Last month, I asked you to imagine the future of SEO with a focus on Entity Optimization as I interviewed veteran semantic strategist Barbara Starr. We discussed an “answer engine” that uses relevant, machine-recognizable “entities” on Web pages to answer specific, well-refined queries.
The Hummingbird Update
On September 26, Google took another step toward becoming that answer engine with its Hummingbird update. In Danny Sullivan‘s live blog about the Hummingbird algorithm, he explains how Google is rapidly adopting semantic Web technology while still retaining parts of its old algorithm. This is Google’s solution for evolving from text links to answers.

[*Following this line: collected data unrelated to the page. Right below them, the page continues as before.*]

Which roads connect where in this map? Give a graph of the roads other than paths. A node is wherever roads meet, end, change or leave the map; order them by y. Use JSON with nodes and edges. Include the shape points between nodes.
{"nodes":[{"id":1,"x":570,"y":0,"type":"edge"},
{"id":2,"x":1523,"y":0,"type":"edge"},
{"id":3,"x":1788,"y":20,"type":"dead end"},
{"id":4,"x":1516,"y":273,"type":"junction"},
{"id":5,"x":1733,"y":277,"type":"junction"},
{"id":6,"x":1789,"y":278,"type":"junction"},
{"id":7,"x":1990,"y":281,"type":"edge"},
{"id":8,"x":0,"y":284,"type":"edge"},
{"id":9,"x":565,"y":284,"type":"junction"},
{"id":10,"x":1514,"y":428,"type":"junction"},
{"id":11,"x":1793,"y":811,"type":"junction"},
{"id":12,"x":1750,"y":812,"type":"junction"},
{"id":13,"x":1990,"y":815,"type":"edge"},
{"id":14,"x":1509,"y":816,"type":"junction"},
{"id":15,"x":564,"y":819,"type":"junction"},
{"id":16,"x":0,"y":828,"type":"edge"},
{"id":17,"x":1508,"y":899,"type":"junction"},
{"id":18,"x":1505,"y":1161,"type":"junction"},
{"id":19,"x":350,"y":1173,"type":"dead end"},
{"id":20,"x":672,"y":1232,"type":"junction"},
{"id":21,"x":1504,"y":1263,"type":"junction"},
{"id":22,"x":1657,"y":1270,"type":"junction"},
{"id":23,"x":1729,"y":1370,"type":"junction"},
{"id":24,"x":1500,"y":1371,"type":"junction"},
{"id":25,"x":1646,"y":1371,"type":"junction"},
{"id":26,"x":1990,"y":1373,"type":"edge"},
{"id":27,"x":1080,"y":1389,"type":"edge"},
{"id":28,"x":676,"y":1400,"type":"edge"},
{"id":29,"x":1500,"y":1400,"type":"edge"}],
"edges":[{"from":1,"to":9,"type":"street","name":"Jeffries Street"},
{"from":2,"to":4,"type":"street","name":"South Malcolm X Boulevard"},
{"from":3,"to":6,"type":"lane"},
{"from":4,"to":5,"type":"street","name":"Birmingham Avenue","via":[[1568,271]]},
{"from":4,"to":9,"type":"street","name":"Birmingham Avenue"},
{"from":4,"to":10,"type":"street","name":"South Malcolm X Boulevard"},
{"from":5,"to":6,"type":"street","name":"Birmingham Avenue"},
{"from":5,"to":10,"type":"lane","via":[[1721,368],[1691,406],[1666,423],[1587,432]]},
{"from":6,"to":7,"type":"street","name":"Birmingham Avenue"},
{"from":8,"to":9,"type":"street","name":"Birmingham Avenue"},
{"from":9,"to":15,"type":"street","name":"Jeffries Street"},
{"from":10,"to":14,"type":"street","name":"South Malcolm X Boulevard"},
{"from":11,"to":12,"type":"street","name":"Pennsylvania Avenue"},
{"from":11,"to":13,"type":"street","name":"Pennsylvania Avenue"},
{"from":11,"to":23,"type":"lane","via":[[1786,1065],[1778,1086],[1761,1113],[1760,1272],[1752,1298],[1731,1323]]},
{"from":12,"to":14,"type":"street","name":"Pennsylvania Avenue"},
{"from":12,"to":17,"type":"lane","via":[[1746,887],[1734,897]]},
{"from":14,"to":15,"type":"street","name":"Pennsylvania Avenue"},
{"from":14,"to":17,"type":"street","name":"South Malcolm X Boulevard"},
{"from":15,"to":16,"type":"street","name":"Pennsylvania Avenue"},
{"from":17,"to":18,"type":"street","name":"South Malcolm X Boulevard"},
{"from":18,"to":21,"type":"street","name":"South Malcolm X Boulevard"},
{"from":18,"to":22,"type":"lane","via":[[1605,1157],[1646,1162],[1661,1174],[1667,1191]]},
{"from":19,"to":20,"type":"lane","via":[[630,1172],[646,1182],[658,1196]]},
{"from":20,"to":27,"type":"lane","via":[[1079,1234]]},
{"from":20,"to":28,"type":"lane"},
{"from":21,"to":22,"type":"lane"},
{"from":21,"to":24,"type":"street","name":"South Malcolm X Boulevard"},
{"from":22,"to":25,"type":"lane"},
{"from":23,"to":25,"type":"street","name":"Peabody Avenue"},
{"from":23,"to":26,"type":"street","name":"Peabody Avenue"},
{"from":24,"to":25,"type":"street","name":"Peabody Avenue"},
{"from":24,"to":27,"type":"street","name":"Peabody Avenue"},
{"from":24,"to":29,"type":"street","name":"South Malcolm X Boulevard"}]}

Such a system will display more precise results faster, as it’s based on semantic technology focused on user intent rather than on search terms.
To review Google’s progress in this direction: first came the Knowledge Graph, then Voice Search and Google Now — all providing answers, and sometimes even anticipating the questions. To serve these answers, Google relies on entities rather than keywords.
What Is An “Entity”?
For the purpose of this article, entities are people, places or things. One way of introducing entities is to recognize that Google’s Knowledge Graph is an entity graph and represents Google’s first step toward utilizing semantic search (or entity search).

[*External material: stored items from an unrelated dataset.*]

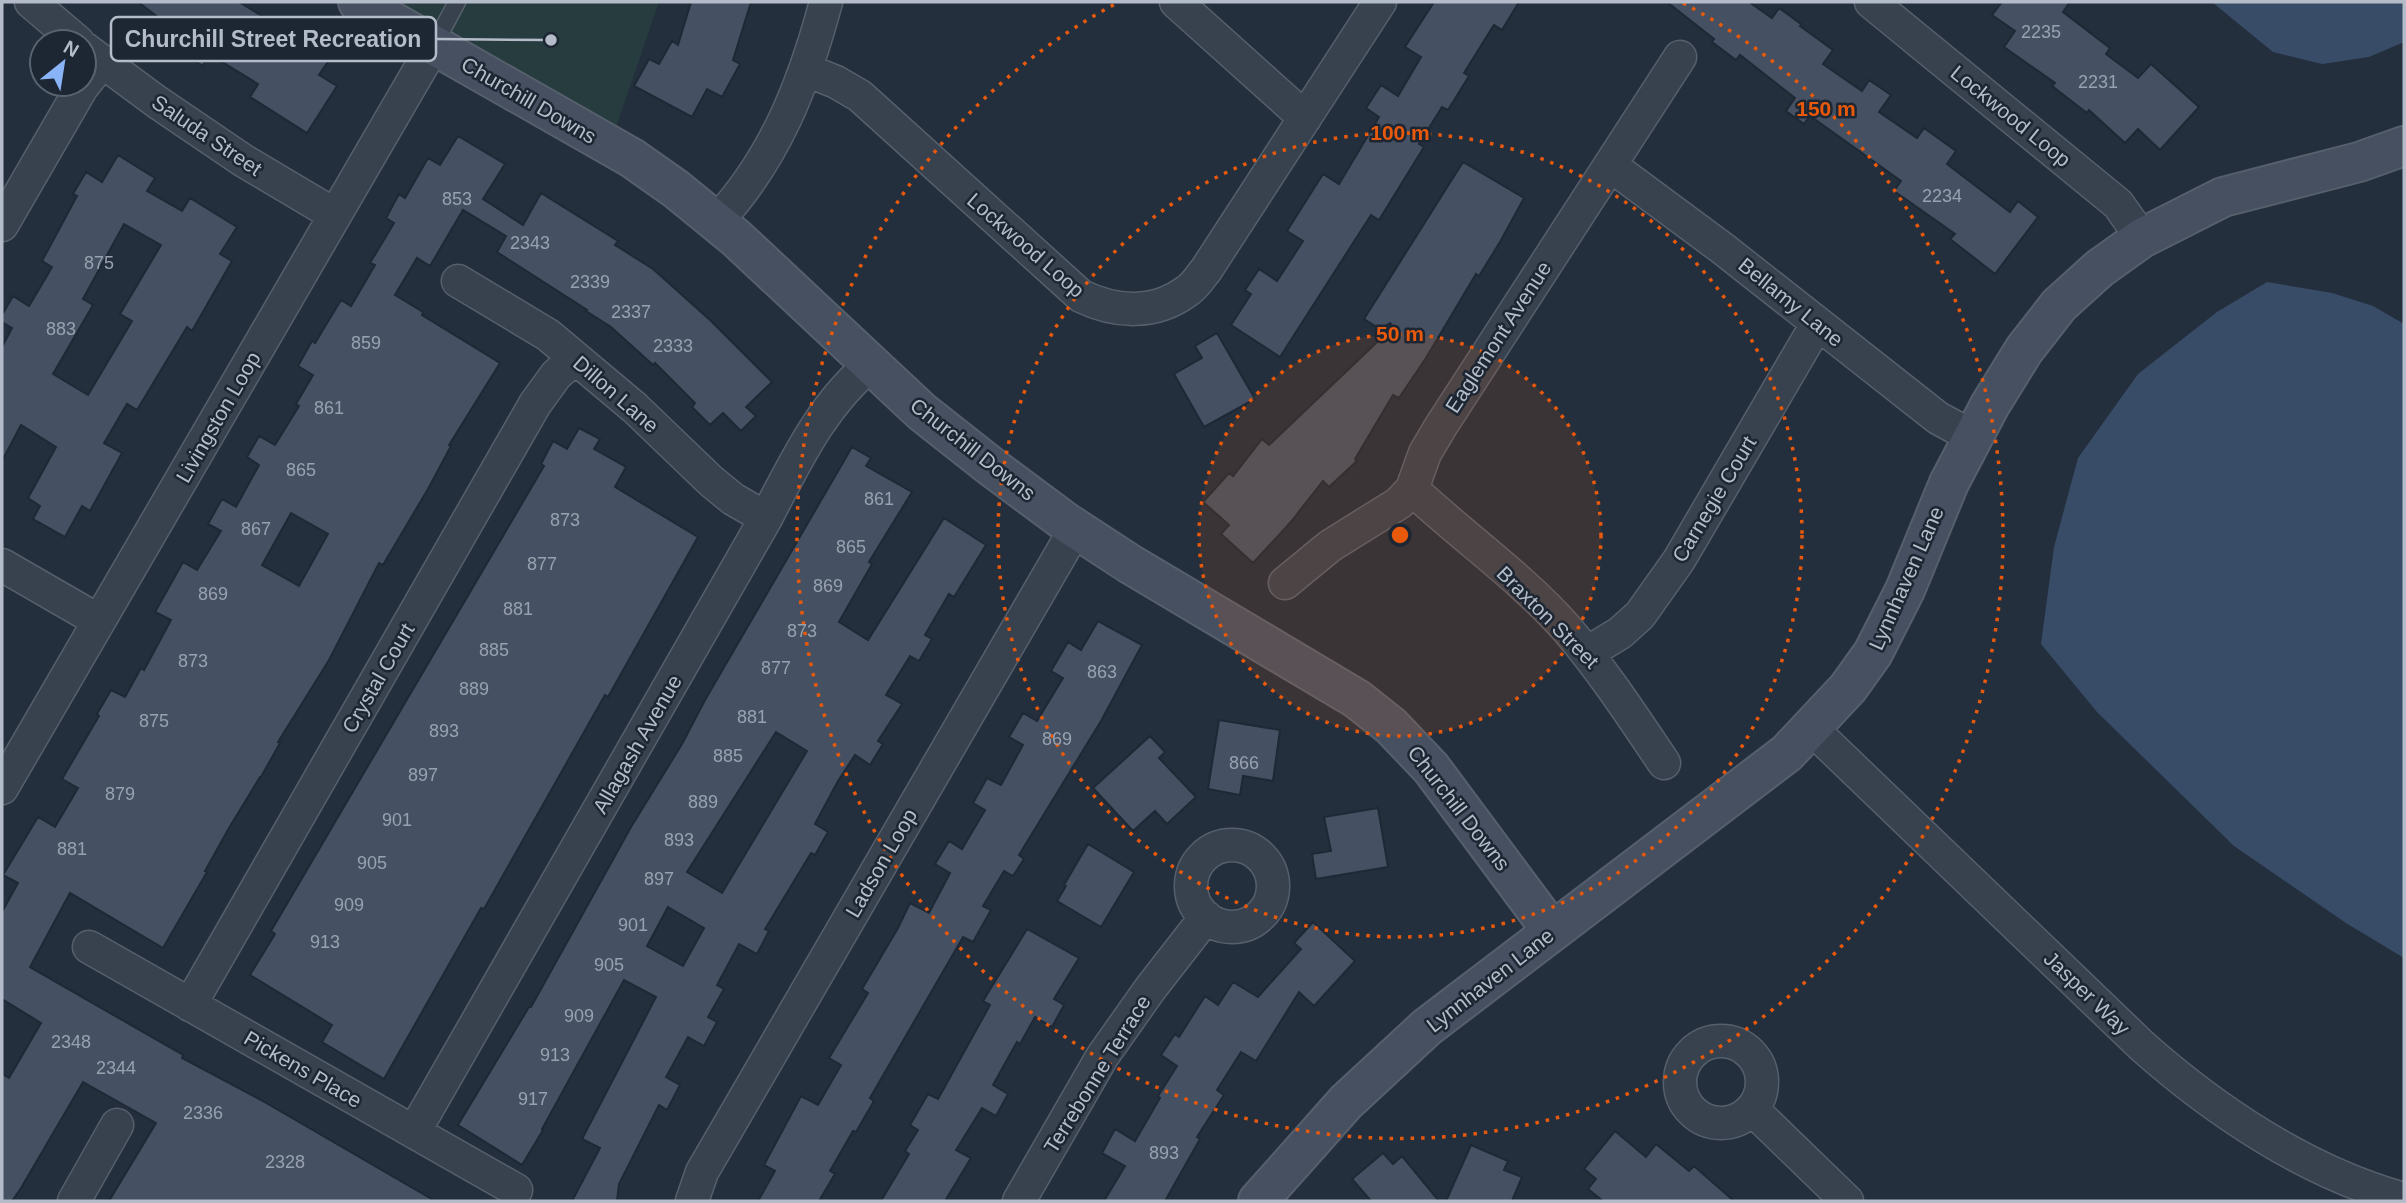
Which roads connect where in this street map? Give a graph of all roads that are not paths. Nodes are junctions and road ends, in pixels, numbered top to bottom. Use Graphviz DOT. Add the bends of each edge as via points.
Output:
graph roads {
  1 [pos="31,2"];
  2 [pos="358,2"];
  3 [pos="457,2"];
  4 [pos="826,2"];
  5 [pos="1176,2"];
  6 [pos="1380,2"];
  7 [pos="1871,2"];
  8 [pos="62,28"];
  9 [pos="434,45"];
  10 [pos="1680,57"];
  11 [pos="98,58"];
  12 [pos="806,70"];
  13 [pos="76,98"];
  14 [pos="1305,118"];
  15 [pos="2404,146"];
  16 [pos="1610,165"];
  17 [pos="335,215"];
  18 [pos="716,222"];
  19 [pos="2,225"];
  20 [pos="2142,238"];
  21 [pos="458,281"];
  22 [pos="1817,324"];
  23 [pos="575,358"];
  24 [pos="871,364"];
  25 [pos="1973,437"];
  26 [pos="1412,489"];
  27 [pos="766,518"];
  28 [pos="1076,528"];
  29 [pos="2,565"];
  30 [pos="1285,583"];
  31 [pos="99,621"];
  32 [pos="1587,653"];
  33 [pos="1811,728"];
  34 [pos="1664,763"];
  35 [pos="2,788"];
  36 [pos="1206,917"];
  37 [pos="1552,931"];
  38 [pos="89,947"];
  39 [pos="190,1005"];
  40 [pos="1752,1109"];
  41 [pos="117,1125"];
  42 [pos="414,1132"];
  43 [pos="516,1190"];
  44 [pos="2404,1199"];
  45 [pos="74,1201"];
  46 [pos="692,1201"];
  47 [pos="1020,1201"];
  48 [pos="1258,1201"];
  49 [pos="1847,1201"];
  1 -- 8 [label="street"];
  2 -- 9 [label="street, Churchill Downs"];
  3 -- 9 [label="lane"];
  4 -- 12 [label="street"];
  5 -- 14 [label="street"];
  6 -- 14 [label="street, Lockwood Loop"];
  7 -- 20 [label="street, Lockwood Loop" via="2118,204"];
  9 -- 17 [label="street, Livingston Loop"];
  9 -- 18 [label="street, Churchill Downs" via="632,158"];
  10 -- 16 [label="street, Eaglemont Avenue"];
  11 -- 17 [label="street, Saluda Street" via="244,161"];
  12 -- 14 [label="street, Lockwood Loop" via="860,96 1081,296 1123,310 1149,308 1189,290"];
  12 -- 18 [label="street" via="770,149 737,200"];
  13 -- 19 [label="street"];
  15 -- 20 [label="street, Lynnhaven Lane" via="2223,197"];
  16 -- 22 [label="street, Bellamy Lane"];
  16 -- 26 [label="street, Eaglemont Avenue" via="1424,453"];
  17 -- 31 [label="street, Livingston Loop"];
  18 -- 24 [label="street, Churchill Downs"];
  20 -- 25 [label="street, Lynnhaven Lane" via="2059,305 2024,350"];
  21 -- 23 [label="street, Dillon Lane" via="548,335"];
  22 -- 25 [label="street, Bellamy Lane" via="1938,418"];
  22 -- 32 [label="street, Carnegie Court" via="1679,560 1640,615"];
  23 -- 27 [label="street, Dillon Lane" via="718,487"];
  23 -- 39 [label="street, Crystal Court" via="535,404"];
  24 -- 27 [label="street, Allagash Avenue" via="829,407"];
  24 -- 28 [label="street, Churchill Downs" via="922,412"];
  25 -- 33 [label="street, Lynnhaven Lane" via="1892,620 1847,688"];
  26 -- 30 [label="street" via="1399,503 1330,547"];
  26 -- 32 [label="street, Braxton Street" via="1526,589"];
  27 -- 42 [label="street, Allagash Avenue"];
  28 -- 37 [label="street, Churchill Downs" via="1346,692 1391,726 1431,768"];
  28 -- 46 [label="street, Ladson Loop" via="702,1172"];
  29 -- 31 [label="street"];
  31 -- 35 [label="street, Livingston Loop"];
  32 -- 34 [label="street, Braxton Street"];
  33 -- 37 [label="street, Lynnhaven Lane" via="1787,753"];
  33 -- 44 [label="street, Jasper Way" via="2184,1083 2285,1148"];
  36 -- 47 [label="street, Terrebonne Terrace" via="1102,1057"];
  37 -- 48 [label="street, Lynnhaven Lane" via="1396,1054 1346,1102"];
  38 -- 39 [label="street, Pickens Place"];
  39 -- 42 [label="street, Pickens Place"];
  40 -- 49 [label="street"];
  41 -- 45 [label="street"];
  42 -- 43 [label="street, Pickens Place"];
}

What is “entity search”? Let’s keep it simple — it’s basically a more accurate method for bots to understand user intent while mapping additional verified sources to answer a search query.
Unstructured Vs. Structured Data
Over the past two decades, the Internet, search engines, and Web users have had to deal with unstructured data, which is essentially any data that has not been organized or classified according to any sort of pre-defined data model. Thus, search engines were able to identify patterns within webpages (keywords) but were not really able to attach meaning to those pages.
Semantic Search provides a method for classifying the data by labeling each piece of information as an entity — this is referred to as structured data. Consider retail product data, which contains enormous amounts of unstructured information. Structured data enables retailers and manufacturers to provide extremely granular and accurate product data for search engines (machines/bots) to consume, understand, classify and link together as a string of verified information.
Semantic or entity search will optimize much more than just retail product data. Take a look at Schema.org’s schema types — these schemas represent the technical language required to create a structured Web of data (entities with unique identifiers) — and this becomes machine-readable. Machine-readable structured data is disambiguated and more reliable; it can be cross-verified when compared with other sources of linked entity data (unique identifiers) on the Web.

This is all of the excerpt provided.